Each line of the records that holds the word "Justo" should be copied out.

****************************************

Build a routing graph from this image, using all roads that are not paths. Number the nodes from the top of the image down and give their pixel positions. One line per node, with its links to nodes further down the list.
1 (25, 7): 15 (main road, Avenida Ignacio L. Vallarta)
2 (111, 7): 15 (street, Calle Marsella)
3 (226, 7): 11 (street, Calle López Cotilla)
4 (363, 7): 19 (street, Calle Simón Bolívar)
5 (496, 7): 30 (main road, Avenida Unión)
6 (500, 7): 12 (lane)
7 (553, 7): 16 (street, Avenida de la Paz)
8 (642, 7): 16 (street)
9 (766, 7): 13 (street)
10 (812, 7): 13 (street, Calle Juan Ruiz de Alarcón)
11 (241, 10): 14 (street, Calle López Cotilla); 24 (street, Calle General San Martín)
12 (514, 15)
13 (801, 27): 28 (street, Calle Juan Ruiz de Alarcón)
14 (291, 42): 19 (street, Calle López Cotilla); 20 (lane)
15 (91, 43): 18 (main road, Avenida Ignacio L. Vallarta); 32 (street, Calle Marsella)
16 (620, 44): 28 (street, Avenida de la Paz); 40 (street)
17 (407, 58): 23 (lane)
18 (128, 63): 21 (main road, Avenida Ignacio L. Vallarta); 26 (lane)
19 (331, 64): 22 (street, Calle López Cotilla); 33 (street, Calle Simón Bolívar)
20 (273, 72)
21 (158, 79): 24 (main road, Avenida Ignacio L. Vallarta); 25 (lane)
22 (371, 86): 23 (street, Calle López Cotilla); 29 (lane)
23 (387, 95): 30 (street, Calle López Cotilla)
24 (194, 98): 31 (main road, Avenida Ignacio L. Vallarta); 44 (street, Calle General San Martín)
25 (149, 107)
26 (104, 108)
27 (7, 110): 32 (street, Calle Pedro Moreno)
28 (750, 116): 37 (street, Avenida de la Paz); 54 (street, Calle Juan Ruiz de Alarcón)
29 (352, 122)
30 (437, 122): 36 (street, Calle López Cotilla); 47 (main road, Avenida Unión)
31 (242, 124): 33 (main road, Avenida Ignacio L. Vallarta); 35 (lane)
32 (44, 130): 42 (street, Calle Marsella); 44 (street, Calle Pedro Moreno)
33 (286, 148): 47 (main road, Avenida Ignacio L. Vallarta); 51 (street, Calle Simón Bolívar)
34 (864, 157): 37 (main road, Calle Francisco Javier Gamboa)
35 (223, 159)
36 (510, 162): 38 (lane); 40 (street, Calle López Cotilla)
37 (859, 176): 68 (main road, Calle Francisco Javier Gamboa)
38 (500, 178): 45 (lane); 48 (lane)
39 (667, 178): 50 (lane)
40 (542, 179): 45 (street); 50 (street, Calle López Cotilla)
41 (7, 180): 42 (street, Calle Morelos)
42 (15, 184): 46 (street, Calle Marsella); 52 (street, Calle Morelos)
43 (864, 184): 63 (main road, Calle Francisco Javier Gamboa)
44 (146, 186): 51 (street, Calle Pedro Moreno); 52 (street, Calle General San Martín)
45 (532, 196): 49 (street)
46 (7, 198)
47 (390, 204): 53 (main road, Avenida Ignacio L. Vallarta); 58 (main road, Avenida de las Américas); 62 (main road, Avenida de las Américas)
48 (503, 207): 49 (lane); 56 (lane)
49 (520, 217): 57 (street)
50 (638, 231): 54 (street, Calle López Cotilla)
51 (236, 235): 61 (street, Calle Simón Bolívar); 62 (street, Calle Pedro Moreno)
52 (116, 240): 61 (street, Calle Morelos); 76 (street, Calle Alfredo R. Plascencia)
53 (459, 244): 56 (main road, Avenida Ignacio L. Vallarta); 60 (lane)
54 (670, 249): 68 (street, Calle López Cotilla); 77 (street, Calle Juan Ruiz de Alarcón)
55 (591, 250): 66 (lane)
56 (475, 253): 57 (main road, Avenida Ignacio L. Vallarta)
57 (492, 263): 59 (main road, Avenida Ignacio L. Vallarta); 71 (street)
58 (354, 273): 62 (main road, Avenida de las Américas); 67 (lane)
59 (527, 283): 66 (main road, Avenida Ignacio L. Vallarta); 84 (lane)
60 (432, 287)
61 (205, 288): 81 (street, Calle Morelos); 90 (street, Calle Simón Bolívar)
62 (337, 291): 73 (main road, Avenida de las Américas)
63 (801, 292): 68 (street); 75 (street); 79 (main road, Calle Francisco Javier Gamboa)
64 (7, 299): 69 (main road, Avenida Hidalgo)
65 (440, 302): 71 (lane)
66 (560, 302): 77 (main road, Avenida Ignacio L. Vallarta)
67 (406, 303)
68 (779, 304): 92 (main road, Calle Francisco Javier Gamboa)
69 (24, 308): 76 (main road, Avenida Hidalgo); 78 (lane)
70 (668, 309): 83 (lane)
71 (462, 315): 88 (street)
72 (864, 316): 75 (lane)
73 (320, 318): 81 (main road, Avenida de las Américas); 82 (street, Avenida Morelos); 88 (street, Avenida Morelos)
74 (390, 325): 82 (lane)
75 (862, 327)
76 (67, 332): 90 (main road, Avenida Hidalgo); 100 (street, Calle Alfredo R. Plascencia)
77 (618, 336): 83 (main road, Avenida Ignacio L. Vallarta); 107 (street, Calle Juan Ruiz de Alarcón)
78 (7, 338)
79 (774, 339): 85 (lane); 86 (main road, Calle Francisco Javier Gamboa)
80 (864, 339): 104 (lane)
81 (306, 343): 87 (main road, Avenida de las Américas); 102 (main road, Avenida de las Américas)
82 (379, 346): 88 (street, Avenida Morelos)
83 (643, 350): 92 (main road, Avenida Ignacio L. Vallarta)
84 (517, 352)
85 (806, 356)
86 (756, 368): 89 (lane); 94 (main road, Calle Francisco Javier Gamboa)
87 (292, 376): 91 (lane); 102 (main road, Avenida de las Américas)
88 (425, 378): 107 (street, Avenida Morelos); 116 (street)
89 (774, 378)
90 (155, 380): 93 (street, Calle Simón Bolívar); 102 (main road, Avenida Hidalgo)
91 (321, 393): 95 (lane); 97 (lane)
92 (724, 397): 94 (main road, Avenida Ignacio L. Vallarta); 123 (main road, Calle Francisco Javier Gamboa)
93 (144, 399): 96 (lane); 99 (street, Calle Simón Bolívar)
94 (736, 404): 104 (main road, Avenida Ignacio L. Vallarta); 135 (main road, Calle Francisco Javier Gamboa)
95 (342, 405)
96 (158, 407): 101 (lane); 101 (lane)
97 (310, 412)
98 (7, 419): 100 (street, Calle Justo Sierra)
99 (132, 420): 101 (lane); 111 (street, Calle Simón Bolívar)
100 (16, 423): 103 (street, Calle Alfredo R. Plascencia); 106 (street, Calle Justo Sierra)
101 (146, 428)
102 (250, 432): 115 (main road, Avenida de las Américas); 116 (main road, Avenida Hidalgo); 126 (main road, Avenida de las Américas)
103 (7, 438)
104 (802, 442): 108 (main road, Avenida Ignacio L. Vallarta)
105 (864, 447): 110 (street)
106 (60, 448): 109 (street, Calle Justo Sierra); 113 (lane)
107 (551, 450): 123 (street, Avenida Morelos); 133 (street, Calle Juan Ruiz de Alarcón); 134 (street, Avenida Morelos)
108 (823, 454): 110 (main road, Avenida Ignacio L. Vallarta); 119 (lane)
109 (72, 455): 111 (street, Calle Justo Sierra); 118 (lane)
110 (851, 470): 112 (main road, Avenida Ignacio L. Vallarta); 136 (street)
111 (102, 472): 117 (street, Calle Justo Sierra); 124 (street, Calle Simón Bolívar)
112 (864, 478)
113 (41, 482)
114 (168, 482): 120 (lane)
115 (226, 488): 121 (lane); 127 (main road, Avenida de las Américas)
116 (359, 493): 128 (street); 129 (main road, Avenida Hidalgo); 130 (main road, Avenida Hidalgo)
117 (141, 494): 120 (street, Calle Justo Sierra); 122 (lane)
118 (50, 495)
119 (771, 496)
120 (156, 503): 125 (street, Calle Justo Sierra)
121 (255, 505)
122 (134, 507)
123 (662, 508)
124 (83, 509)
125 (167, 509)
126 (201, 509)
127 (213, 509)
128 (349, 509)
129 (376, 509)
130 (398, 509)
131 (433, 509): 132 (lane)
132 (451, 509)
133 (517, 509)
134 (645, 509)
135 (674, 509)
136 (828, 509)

****************************************

#### Reply to the task
98 (7, 419): 100 (street, Calle Justo Sierra)
100 (16, 423): 103 (street, Calle Alfredo R. Plascencia); 106 (street, Calle Justo Sierra)
106 (60, 448): 109 (street, Calle Justo Sierra); 113 (lane)
109 (72, 455): 111 (street, Calle Justo Sierra); 118 (lane)
111 (102, 472): 117 (street, Calle Justo Sierra); 124 (street, Calle Simón Bolívar)
117 (141, 494): 120 (street, Calle Justo Sierra); 122 (lane)
120 (156, 503): 125 (street, Calle Justo Sierra)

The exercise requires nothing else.